The Centaur upper stage, the first hydrolox rocket stage ever flown and (in its highly-evolved forms) still one of the most-used, as well as one of the highest-performance (if not the highest-performance) upper stages available, was used from the 1960s onward, as part of the Atlas-Centaur, to launch heavy probes to the Moon and to other planets, and to launch very heavy satellites into Earth orbit; in the 1970s, it was also used, as part of the Titan-Centaur, to launch six even heavier probes1 away from the Earth.
In the early 1980s, with the advent of the space shuttle, a new version of the Centaur was developed to launch heavy spacecraft from a shuttle orbiter’s payload bay; known as the Shuttle-Centaur, or, technically, as the Centaur G (for the Air Force) and Centaur G-prime (for NASA), its first missions were to be to launch the Galileo and Ulysses probes (to study Jupiter and the polar regions of the sun, respectively) in May 1986, with the Magellan Venus orbiter following at a later date. The shuttle’s first G-series Centaur was rolled out in August 1985, followed by a second shortly afterwards, and, by late January 1986, the two Centaurs and the two probes were at KSC and already mated to their payload adapters in preparation for being mounted in their orbiters’ payload bays.
However, when the shuttle orbiter OV-099 Challenger was destroyed in a fatal launch failure on the 28th of that month, it sounded the death knell for the Shuttle-Centaur programme, as the high-profile deaths of the seven crewmembers onboard caused NASA and its astronauts to suddenly become far more risk-averse, eliminating any realistic chance of a Centaur flying on board a shuttle (notably, following the loss of Challenger, a large fraction of the corps of shuttle astronauts flat-out refused to fly with a Centaur under any circumstances whatsoever) even once the shuttle’s grounding was lifted;2 although the Shuttle-Centaur was initially able to linger on, work towards the Galileo and Ulysses launches was ordered stopped in February, and the entire Shuttle-Centaur programme was cancelled in June.

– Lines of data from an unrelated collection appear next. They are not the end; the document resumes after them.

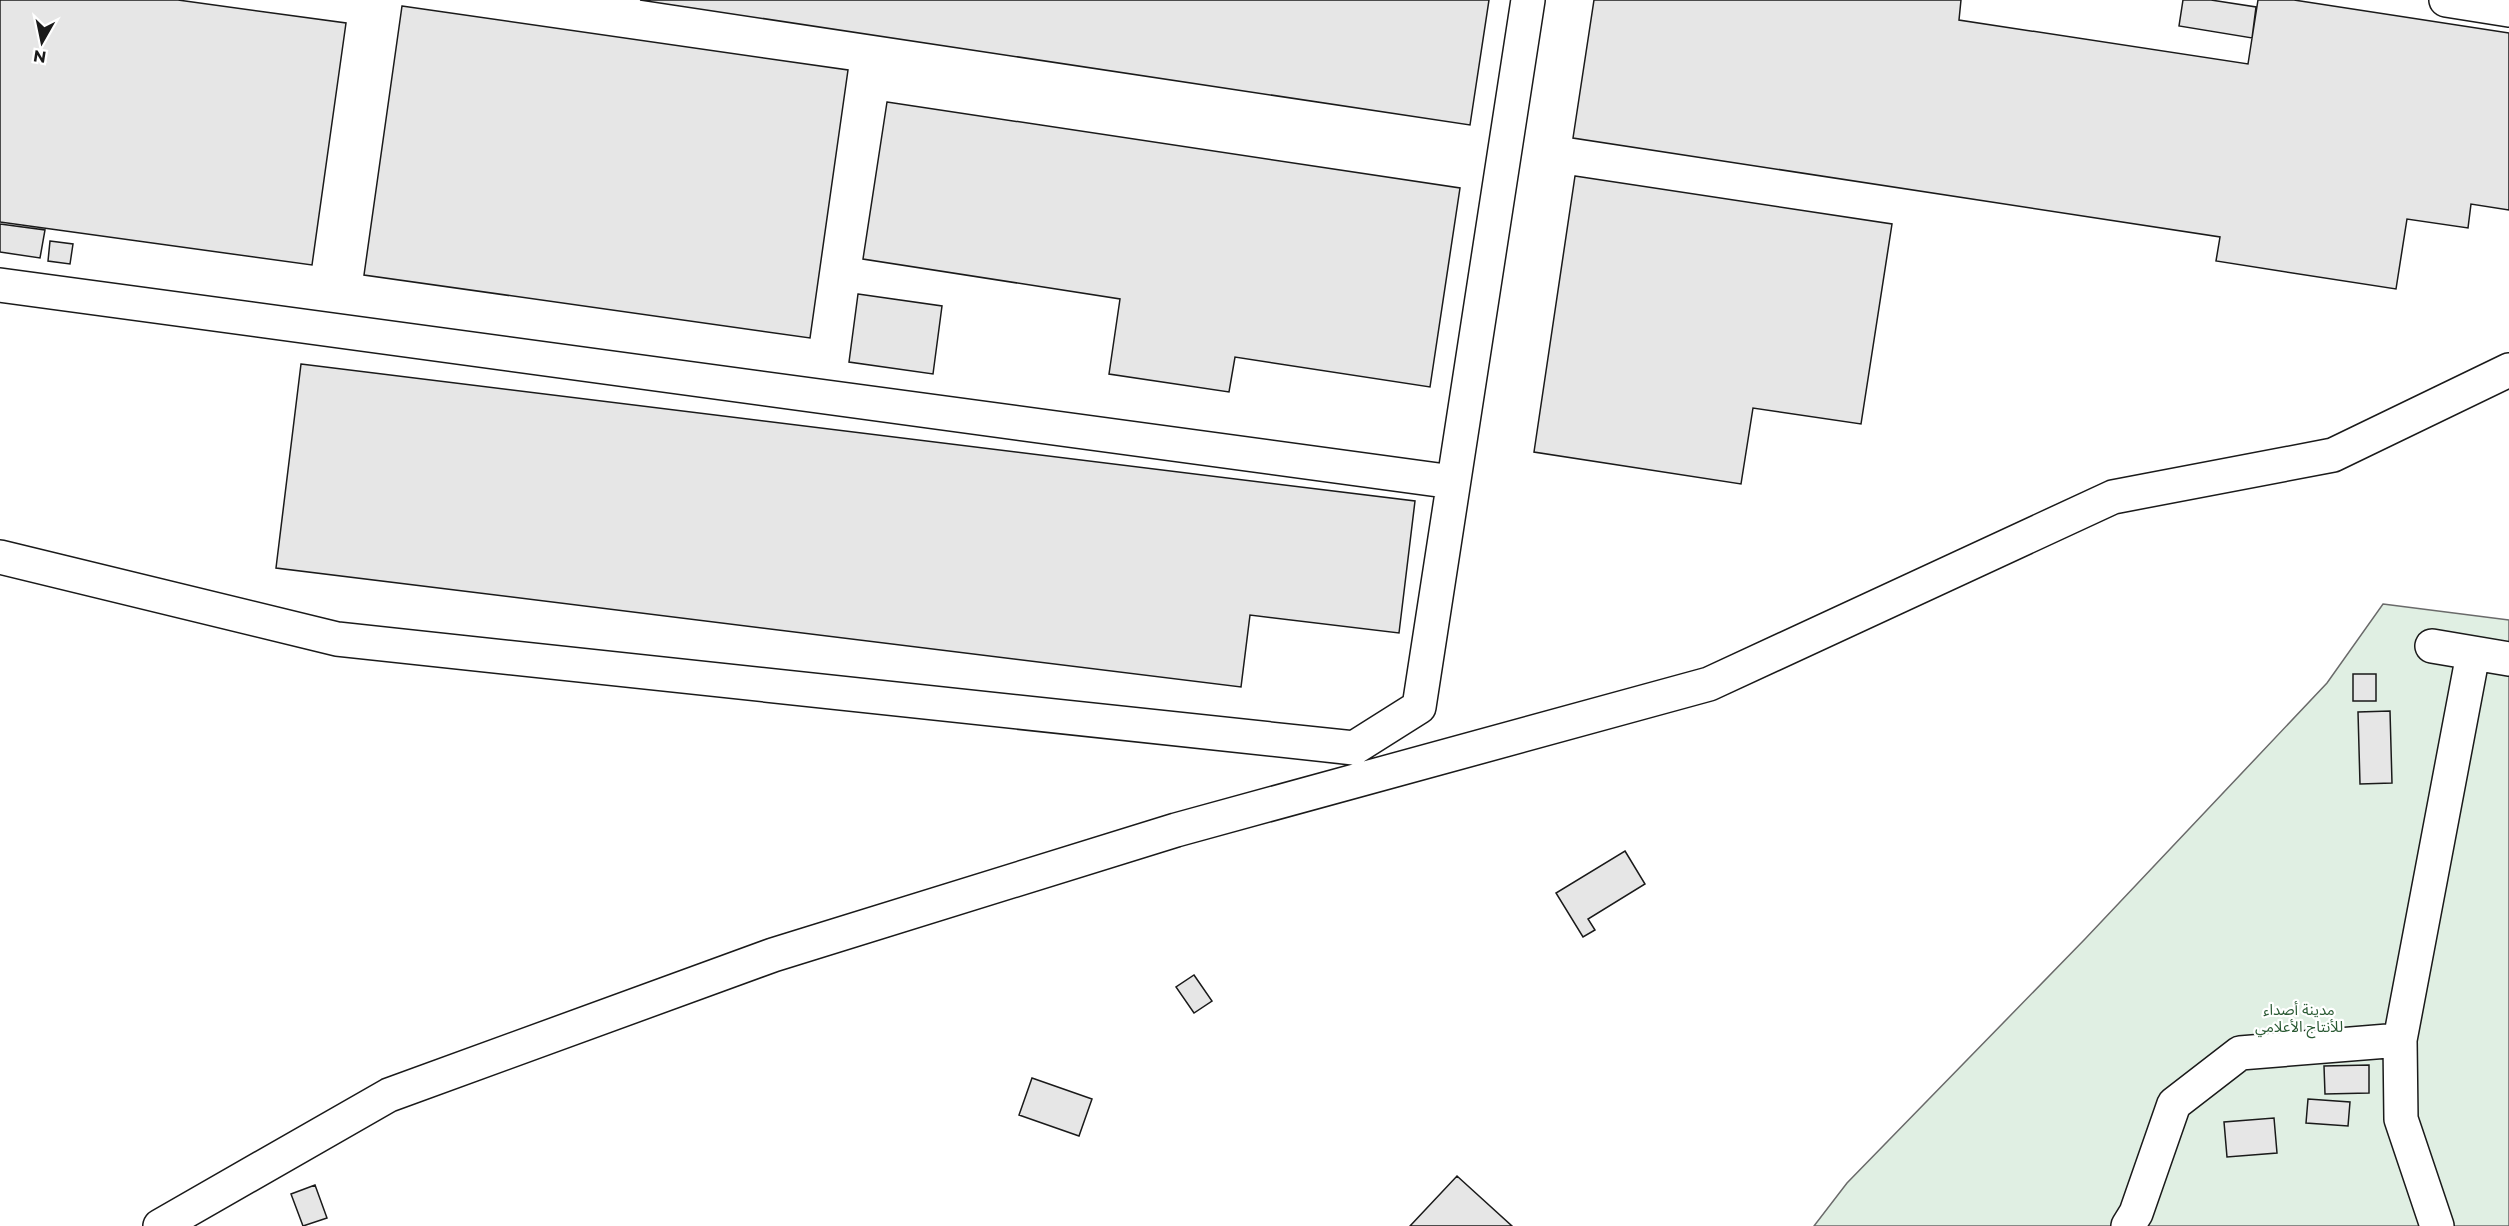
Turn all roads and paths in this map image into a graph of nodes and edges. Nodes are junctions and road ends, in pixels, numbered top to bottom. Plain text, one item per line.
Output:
1 (1528, 0) edge
2 (2446, 0) edge
3 (2509, 10) edge
4 (0, 285) edge
5 (2509, 370) edge
6 (1453, 482) junction
7 (0, 557) edge
8 (2432, 646) dead end
9 (2473, 654) junction
10 (2509, 659) edge
11 (2400, 1040) junction
12 (160, 1226) edge
13 (2128, 1226) edge
14 (2437, 1226) edge

1 - 6 street
2 - 3 street
4 - 6 street
5 - 12 street
6 - 7 street
8 - 9 street
9 - 10 street
9 - 11 street
11 - 13 street
11 - 14 street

At the time of the Challenger launch failure, there was still a ready supply of Atlas-Centaurs3 which could have been used to launch Galileo and Ulysses, potentially even still being able to make the May launch windows had the two probes immediately been transferred from Shuttle-Centaur to Atlas-Centaur. Instead, however, Galileo and Ulysses, which remained slated for shuttle launches, had to wait until the shuttles’ return to flight, and, without the Centaur, when they finally did fly (in October 1989 and October 1990, respectively), they had to make do with the anemic Inertial Upper Stage (IUS; actually two stages), cobbled together from two solid-fuel kickmotors originally designed to propel satellites no further than GTO.4
This was especially bad for Galileo; as even the two-stage IUS had less than two-fifths the oomph of a Centaur, the spacecraft had to get three gravity assists from Venus and Earth before it could get to Jupiter, taking a total of six years to arrive at its destination, whereas the Centaur would have been easily capable of boosting it directly to Jupiter in only two years.5 Moreover, in the three years Galileo sat warehoused to await its ride (and exacerbated by its two coast-to-coast journeys as it was shipped back to JPL in 1986 and then once again to KSC in 1989, both times by truck), the lubricant for its high-gain antenna deployment mechanism broke down, with the result that, when ground control tried to extend the antenna in 1991, it didn’t; switching it to a Centaur on an expendable rocket when the shuttles were grounded and launching it during the original May 1986 launch window would have eliminated the wait and cross-country travel that together allowed the lubricant to deteriorate, in addition to getting Galileo to Jupiter seven years earlier (in 1988 rather than 1995).
Why were Galileo and Ulysses made to wait for the shuttles to return to flight and then be launched from the orbiters using a mediocre propulsion system, rather than simply transferring them from a Shuttle-Centaur to an Atlas-Centaur?
1: Two each of the Helios, Viking, and Voyager probes, to be specific.
2: Which, as it turned out, took the better part of two years.
3: For that matter, there still is a large ready supply, albeit of a much-evolved and much-more-capable version from which the Centaur is practically the only part still recognisable.
4: Magellan also used an IUS to throw it at Venus in May 1989; ironically, what had originally been planned to be the third Shuttle-deployed interplanetary probe ended up actually being the first to launch!
5: Ulysses, which also had to go to Jupiter (for gravity-assist purposes), instead stuck yet another kickmotor on top of the IUS.